Auch der Süden ist betroffen
Auch in der Antarktis zeigt der Klimawandel Wirkung. Die oberen 2000 Meter des Südpolarmeers haben sich in den letzten 40 Jahren um 0,4 Grad Celsius erwärmt. Gleichzeitig sinkt der pH-Wert des Meerwassers, ein Zeichen für zunehmende Versauerung der Ozeane: ,,eine chemische Reaktion von CO₂ mit Wasser, die das Leben vieler Meerestiere gefährdet“.
Durch die Veränderungen verschieben sich die Lebensräume vieler Arten. So nehmen die Krill Bestände: ,,kleine garnelenartige Tiere, Hauptnahrung für Pinguine, Wale und Robben“ ab oder wandern in andere Gebiete.
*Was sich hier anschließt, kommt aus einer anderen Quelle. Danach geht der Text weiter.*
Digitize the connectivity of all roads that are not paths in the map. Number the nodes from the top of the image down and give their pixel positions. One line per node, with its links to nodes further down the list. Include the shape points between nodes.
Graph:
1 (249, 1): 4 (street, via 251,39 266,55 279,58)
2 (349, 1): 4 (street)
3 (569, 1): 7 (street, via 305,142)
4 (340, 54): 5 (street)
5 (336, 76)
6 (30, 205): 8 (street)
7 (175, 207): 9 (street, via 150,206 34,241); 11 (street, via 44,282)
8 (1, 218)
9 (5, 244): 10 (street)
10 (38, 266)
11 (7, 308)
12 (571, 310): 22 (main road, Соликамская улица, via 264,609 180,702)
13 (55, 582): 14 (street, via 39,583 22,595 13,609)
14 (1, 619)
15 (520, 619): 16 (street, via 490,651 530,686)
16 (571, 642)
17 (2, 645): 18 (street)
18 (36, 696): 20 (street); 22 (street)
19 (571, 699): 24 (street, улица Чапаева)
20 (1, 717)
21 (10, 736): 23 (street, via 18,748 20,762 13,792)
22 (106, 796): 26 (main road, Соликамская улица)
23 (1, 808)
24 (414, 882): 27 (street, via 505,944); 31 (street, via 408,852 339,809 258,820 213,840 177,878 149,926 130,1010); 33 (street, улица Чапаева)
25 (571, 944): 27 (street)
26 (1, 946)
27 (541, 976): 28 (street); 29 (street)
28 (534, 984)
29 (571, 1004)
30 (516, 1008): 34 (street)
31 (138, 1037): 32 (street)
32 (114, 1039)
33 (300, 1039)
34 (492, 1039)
Eisbewohnende Arten wie der Kaiserpinguin verlieren Lebensraum, während anpassungsfähigere Arten wie der Eselspinguin sich weiter nach Süden ausbreiten.
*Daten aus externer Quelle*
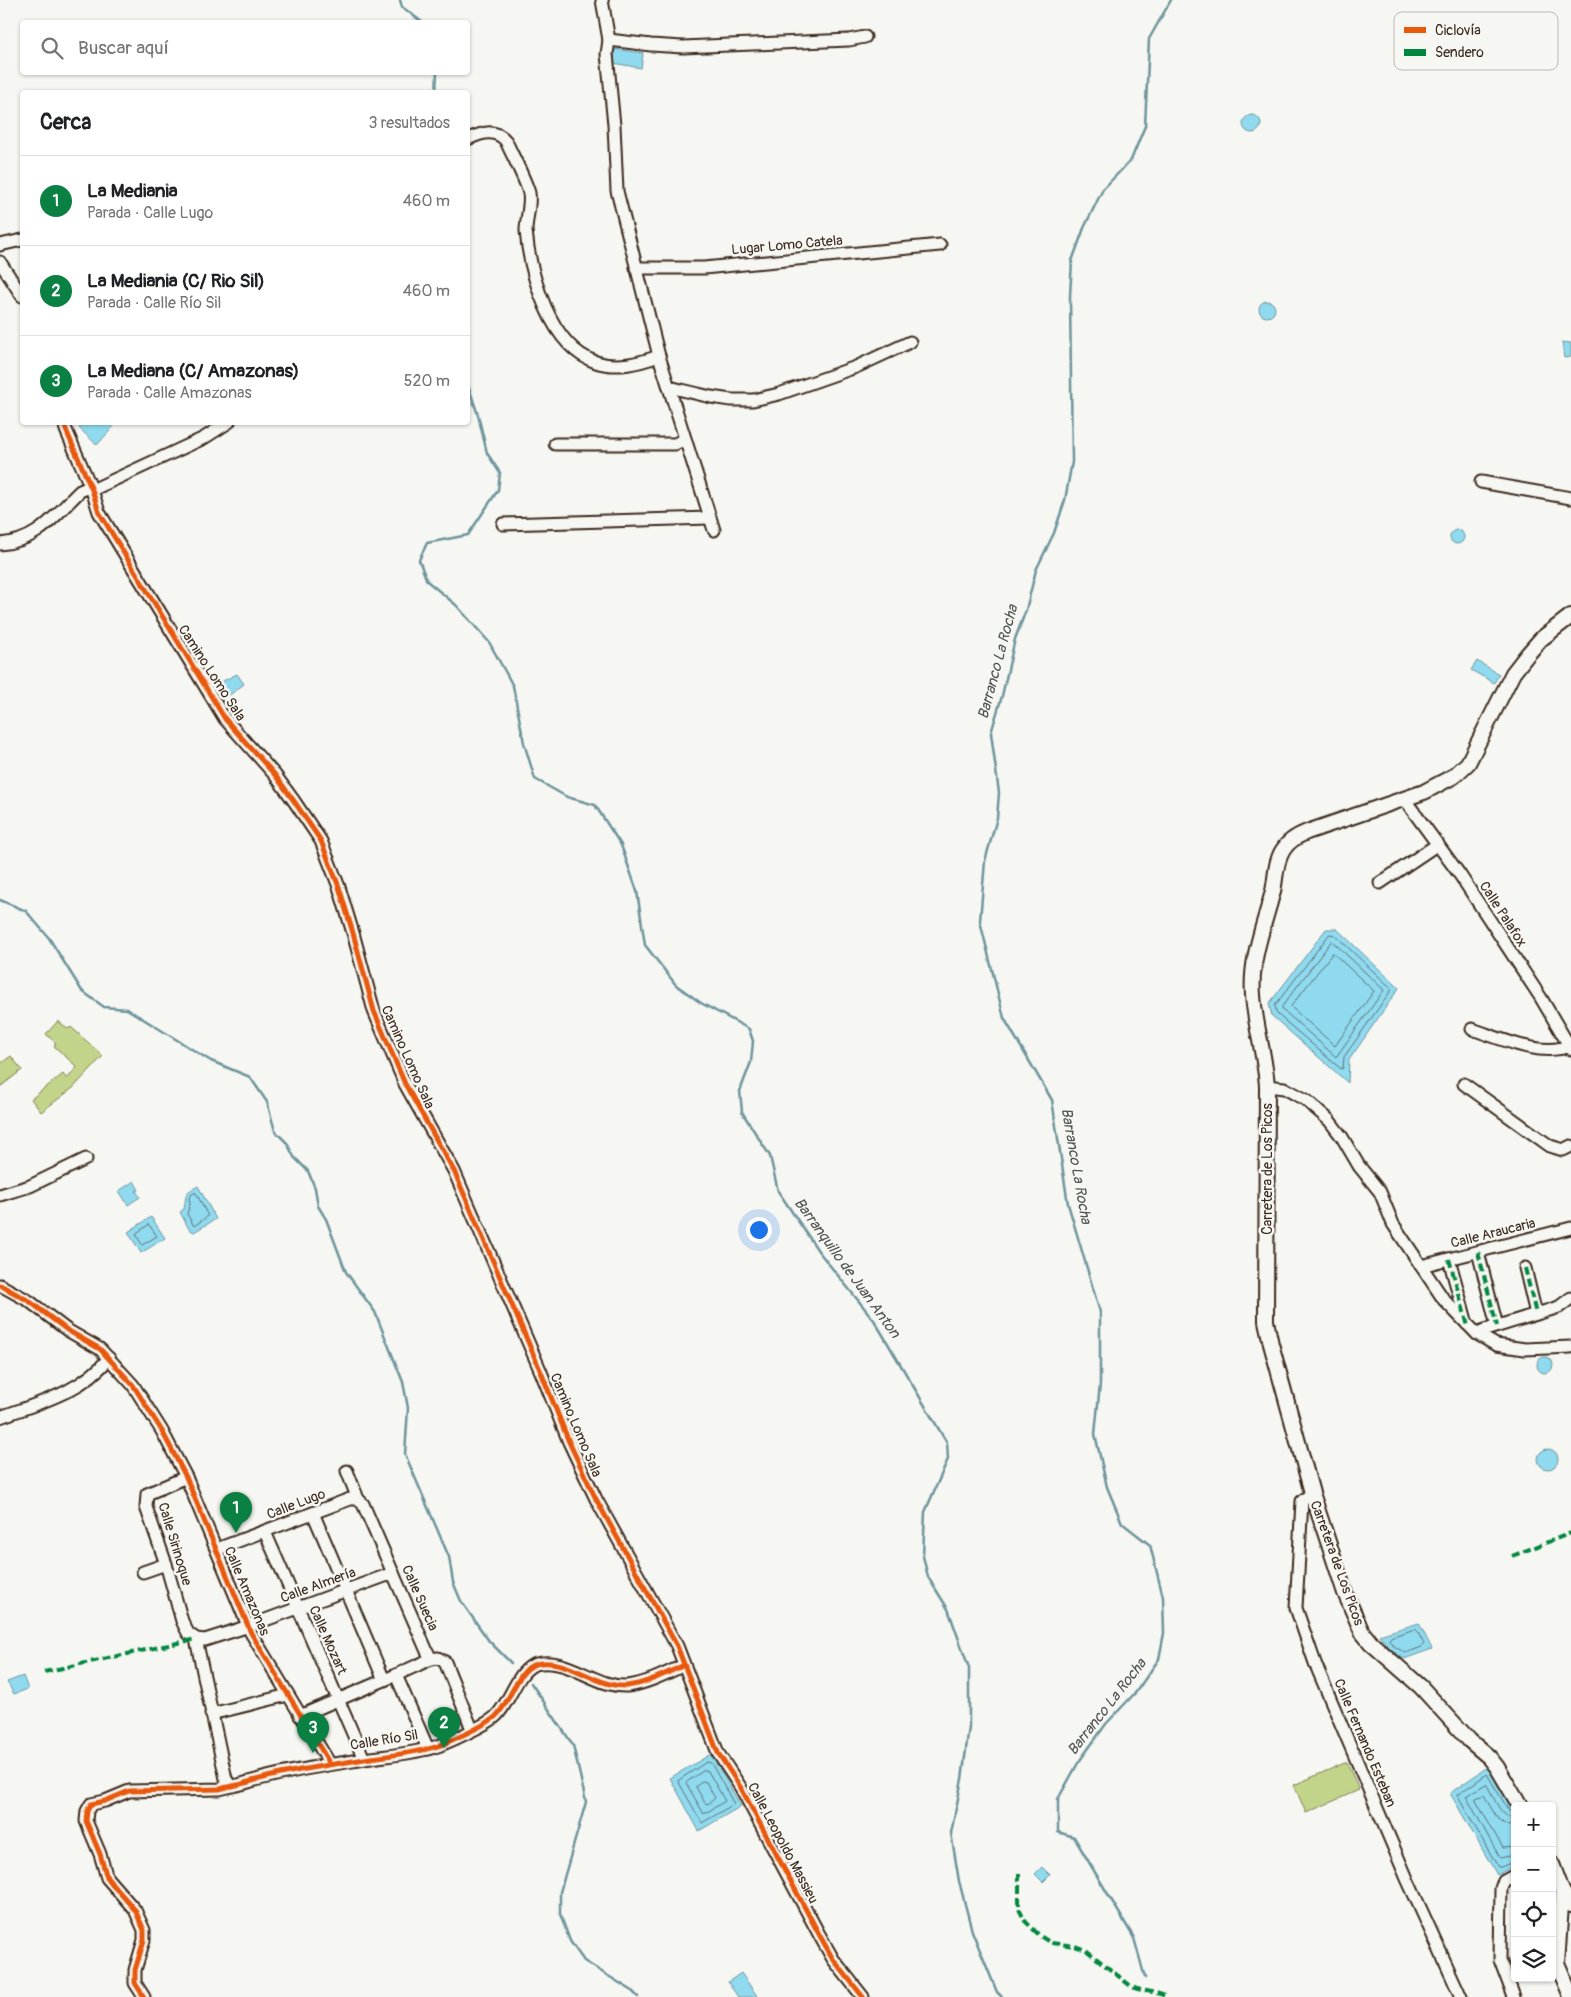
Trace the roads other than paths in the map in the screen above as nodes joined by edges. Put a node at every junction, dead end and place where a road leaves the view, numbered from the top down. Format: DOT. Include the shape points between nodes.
graph roads {
  1 [pos="602,0"];
  2 [pos="865,38"];
  3 [pos="609,40"];
  4 [pos="470,138"];
  5 [pos="20,240"];
  6 [pos="0,245"];
  7 [pos="940,245"];
  8 [pos="0,262"];
  9 [pos="636,268"];
  10 [pos="20,293"];
  11 [pos="910,342"];
  12 [pos="659,356"];
  13 [pos="669,387"];
  14 [pos="65,425"];
  15 [pos="224,425"];
  16 [pos="685,439"];
  17 [pos="555,444"];
  18 [pos="1481,482"];
  19 [pos="92,490"];
  20 [pos="1571,498"];
  21 [pos="710,518"];
  22 [pos="503,524"];
  23 [pos="714,530"];
  24 [pos="0,544"];
  25 [pos="1571,616"];
  26 [pos="1405,800"];
  27 [pos="1438,844"];
  28 [pos="1380,883"];
  29 [pos="1472,1029"];
  30 [pos="1571,1046"];
  31 [pos="1464,1084"];
  32 [pos="1267,1086"];
  33 [pos="1571,1146"];
  34 [pos="86,1159"];
  35 [pos="0,1195"];
  36 [pos="1571,1228"];
  37 [pos="1478,1252"];
  38 [pos="1449,1259"];
  39 [pos="1422,1266"];
  40 [pos="1525,1268"];
  41 [pos="0,1285"];
  42 [pos="1571,1298"];
  43 [pos="1536,1314"];
  44 [pos="1468,1326"];
  45 [pos="1497,1326"];
  46 [pos="1477,1334"];
  47 [pos="1571,1347"];
  48 [pos="109,1358"];
  49 [pos="0,1417"];
  50 [pos="347,1471"];
  51 [pos="186,1477"];
  52 [pos="1312,1493"];
  53 [pos="358,1499"];
  54 [pos="313,1513"];
  55 [pos="265,1532"];
  56 [pos="217,1548"];
  57 [pos="166,1564"];
  58 [pos="143,1572"];
  59 [pos="393,1573"];
  60 [pos="346,1591"];
  61 [pos="298,1608"];
  62 [pos="249,1626"];
  63 [pos="196,1639"];
  64 [pos="431,1659"];
  65 [pos="684,1665"];
  66 [pos="396,1675"];
  67 [pos="384,1680"];
  68 [pos="288,1695"];
  69 [pos="338,1700"];
  70 [pos="211,1714"];
  71 [pos="300,1716"];
  72 [pos="472,1729"];
  73 [pos="428,1749"];
  74 [pos="364,1759"];
  75 [pos="330,1764"];
  76 [pos="230,1785"];
  77 [pos="1518,1802"];
  78 [pos="1556,1875"];
  79 [pos="1511,1877"];
  80 [pos="1562,1891"];
  81 [pos="1571,1905"];
  82 [pos="1571,1996"];
  83 [pos="144,1997"];
  84 [pos="863,1997"];
  85 [pos="1461,1997"];
  86 [pos="1514,1997"];
  1 -- 3 [label="street"];
  2 -- 3 [label="street" via="683,47"];
  3 -- 9 [label="street" via="607,54 617,191"];
  4 -- 12 [label="street" via="489,132 506,140 529,193 526,230 531,259 544,308 559,333 576,350 596,362 638,364"];
  5 -- 6 [label="street"];
  7 -- 9 [label="street, Lugar Lomo Catela" via="704,268"];
  8 -- 10 [label="street"];
  9 -- 12 [label="street"];
  11 -- 13 [label="street" via="856,367 753,400 717,398"];
  12 -- 13 [label="street"];
  13 -- 16 [label="street"];
  14 -- 19 [label="street, Camino Lomo Sala"];
  15 -- 19 [label="street" via="204,438"];
  16 -- 17 [label="street" via="675,444"];
  16 -- 21 [label="street"];
  18 -- 20 [label="street"];
  19 -- 24 [label="street" via="80,491 54,519 29,537"];
  19 -- 65 [label="street, Camino Lomo Sala" via="99,512 225,719 275,775 321,841 350,924 374,1011 392,1057 454,1171 572,1450 677,1646"];
  21 -- 22 [label="street"];
  21 -- 23 [label="street"];
  25 -- 26 [label="main road, Carretera de Los Picos" via="1541,638 1513,673 1468,763 1454,776"];
  26 -- 27 [label="street, Calle Palafox"];
  26 -- 32 [label="main road, Carretera de Los Picos" via="1298,836 1289,842 1279,857 1254,955 1254,1015"];
  27 -- 28 [label="street"];
  27 -- 30 [label="street, Calle Palafox"];
  29 -- 30 [label="street" via="1539,1049"];
  31 -- 33 [label="street" via="1550,1146 1563,1150"];
  32 -- 39 [label="street" via="1284,1088 1306,1100 1329,1120 1380,1192 1393,1224"];
  32 -- 52 [label="main road, Carretera de Los Picos" via="1266,1321"];
  34 -- 35 [label="street" via="30,1186"];
  36 -- 37 [label="street, Calle Araucaria"];
  37 -- 38 [label="street, Calle Araucaria"];
  37 -- 45 [label="street"];
  38 -- 39 [label="street, Calle Araucaria"];
  38 -- 44 [label="street"];
  39 -- 44 [label="street" via="1444,1300"];
  40 -- 43 [label="street"];
  41 -- 48 [label="street, Calle Amazonas" via="29,1300"];
  42 -- 43 [label="street" via="1559,1307"];
  43 -- 45 [label="street"];
  44 -- 46 [label="street"];
  45 -- 46 [label="street"];
  46 -- 47 [label="street" via="1496,1345 1525,1349"];
  48 -- 49 [label="street" via="70,1391"];
  48 -- 51 [label="street, Calle Amazonas" via="133,1385"];
  50 -- 53 [label="street, Calle Suecia"];
  51 -- 56 [label="street, Calle Amazonas"];
  51 -- 57 [label="street, Calle Sirinoque" via="147,1494 145,1500"];
  52 -- 77 [label="main road, Carretera de Los Picos" via="1345,1593 1362,1632 1489,1757"];
  52 -- 85 [label="street, Calle Fernando Esteban" via="1302,1501 1296,1608 1315,1663"];
  53 -- 54 [label="street, Calle Lugo"];
  53 -- 59 [label="street, Calle Suecia"];
  54 -- 55 [label="street, Calle Lugo"];
  54 -- 60 [label="street"];
  55 -- 56 [label="street, Calle Lugo"];
  55 -- 61 [label="street, Calle Mozart"];
  56 -- 62 [label="street, Calle Amazonas"];
  57 -- 58 [label="street"];
  57 -- 63 [label="street, Calle Sirinoque" via="182,1621 188,1633"];
  59 -- 60 [label="street, Calle Almería"];
  59 -- 64 [label="street, Calle Suecia"];
  60 -- 61 [label="street, Calle Almería"];
  60 -- 67 [label="street"];
  61 -- 62 [label="street, Calle Almería"];
  61 -- 69 [label="street, Calle Mozart"];
  62 -- 63 [label="street, Calle Almería" via="205,1640"];
  62 -- 68 [label="street, Calle Amazonas"];
  63 -- 70 [label="street"];
  64 -- 66 [label="street"];
  64 -- 72 [label="street" via="445,1662"];
  65 -- 72 [label="street, Calle Río Sil" via="627,1686 550,1664 530,1666 504,1708 494,1718"];
  65 -- 84 [label="street, Calle Leopoldo Massieu" via="718,1753 745,1795 833,1959"];
  66 -- 67 [label="street"];
  66 -- 73 [label="street"];
  67 -- 69 [label="street"];
  68 -- 70 [label="street"];
  68 -- 71 [label="street, Calle Amazonas"];
  69 -- 71 [label="street"];
  69 -- 74 [label="street, Calle Mozart"];
  70 -- 76 [label="street"];
  71 -- 75 [label="street, Calle Amazonas"];
  72 -- 73 [label="street, Calle Río Sil"];
  73 -- 74 [label="street, Calle Río Sil"];
  74 -- 75 [label="street, Calle Río Sil"];
  75 -- 76 [label="street, Calle Río Sil"];
  76 -- 83 [label="street, Calle Río Sil" via="220,1790 129,1791 91,1804 87,1811 86,1820 107,1878 134,1910 144,1930 135,1970 136,1983"];
  78 -- 80 [label="main road"];
  79 -- 86 [label="street" via="1501,1887 1500,1960"];
  80 -- 81 [label="main road"];
  80 -- 82 [label="main road" via="1558,1963"];
}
Die Erwärmung sorgt auch dafür, dass nicht-heimische Arten sich in der Antarktis ansiedeln, Pflanzen oder Tiere, die dort zuvor nicht überleben konnten. Diese können das empfindliche Ökosystem zusätzlich unter Druck setzen.
Wirtschaftliche Interessen und politische Spannungen
Durch das schmelzende Eis wird die Arktis zugänglicher – sowohl für Schiffe als auch für wirtschaftliche Ausbeutung. Unter dem Meeresboden werden große Mengen an fossilen Rohstoffen: ,,wie Erdöl und Erdgas“ vermutet. Einige Länder beanspruchen Teile des Meeres für sich und beginnen mit der Erschließung.
Das ist ein großes Paradoxon: Der Klimawandel macht das Eis rückgängig und genau das öffnet den Zugang zu den Rohstoffen, die den Klimawandel weiter anheizen. Die Folge: ein Teufelskreis, der politische Spannungen, Umweltzerstörung und noch mehr Emissionen zur Folge haben wird.
Was jeder tun kann, einfache Maßnahmen mit Wirkung
Auch wenn vieles weit weg scheint, kann jeder Mensch im Alltag etwas tun, um zur Verlangsamung des Klimawandels beizutragen:
Energieverbrauch senken, z. B. durch sparsames Heizen, LED-Beleuchtung oder Standby-Verzicht
Ökostrom beziehen statt Strom aus fossilen Quellen
Weniger fliegen oder auf Zugreisen umsteigen
Mehr Rad fahren oder zu Fuß gehen, statt für kurze Strecken das Auto zu nutzen
Politisches Engagement zeigen, etwa durch Teilnahme an Wahlen, Petitionen oder Bürgerinitiativen
Fazit
Die Veränderungen in den Polarregionen sind dramatisch und deutlich messbar. Die Arktis erwärmt sich mehr als doppelt so schnell wie der Rest der Welt. Das Meereis schwindet, Wetterextreme nehmen zu, Meeresströmungen verändern sich und das alles betrifft nicht nur ferne Orte, sondern auch unser Leben in Europa.
Gleichzeitig wird sichtbar, wie eng Klima, Politik und Wirtschaft miteinander verwoben sind. Der Zugang zu Rohstoffen, das Verhalten von Staaten, aber auch unser persönlicher Lebensstil haben Einfluss auf den Verlauf der Erderwärmung. Wir stehen an einem Wendepunkt. Ob wir diesen Kipppunkt überschreiten, hängt auch davon ab, was wir heute tun. Jeder Beitrag zählt und gemeinsam können wir viel bewirken.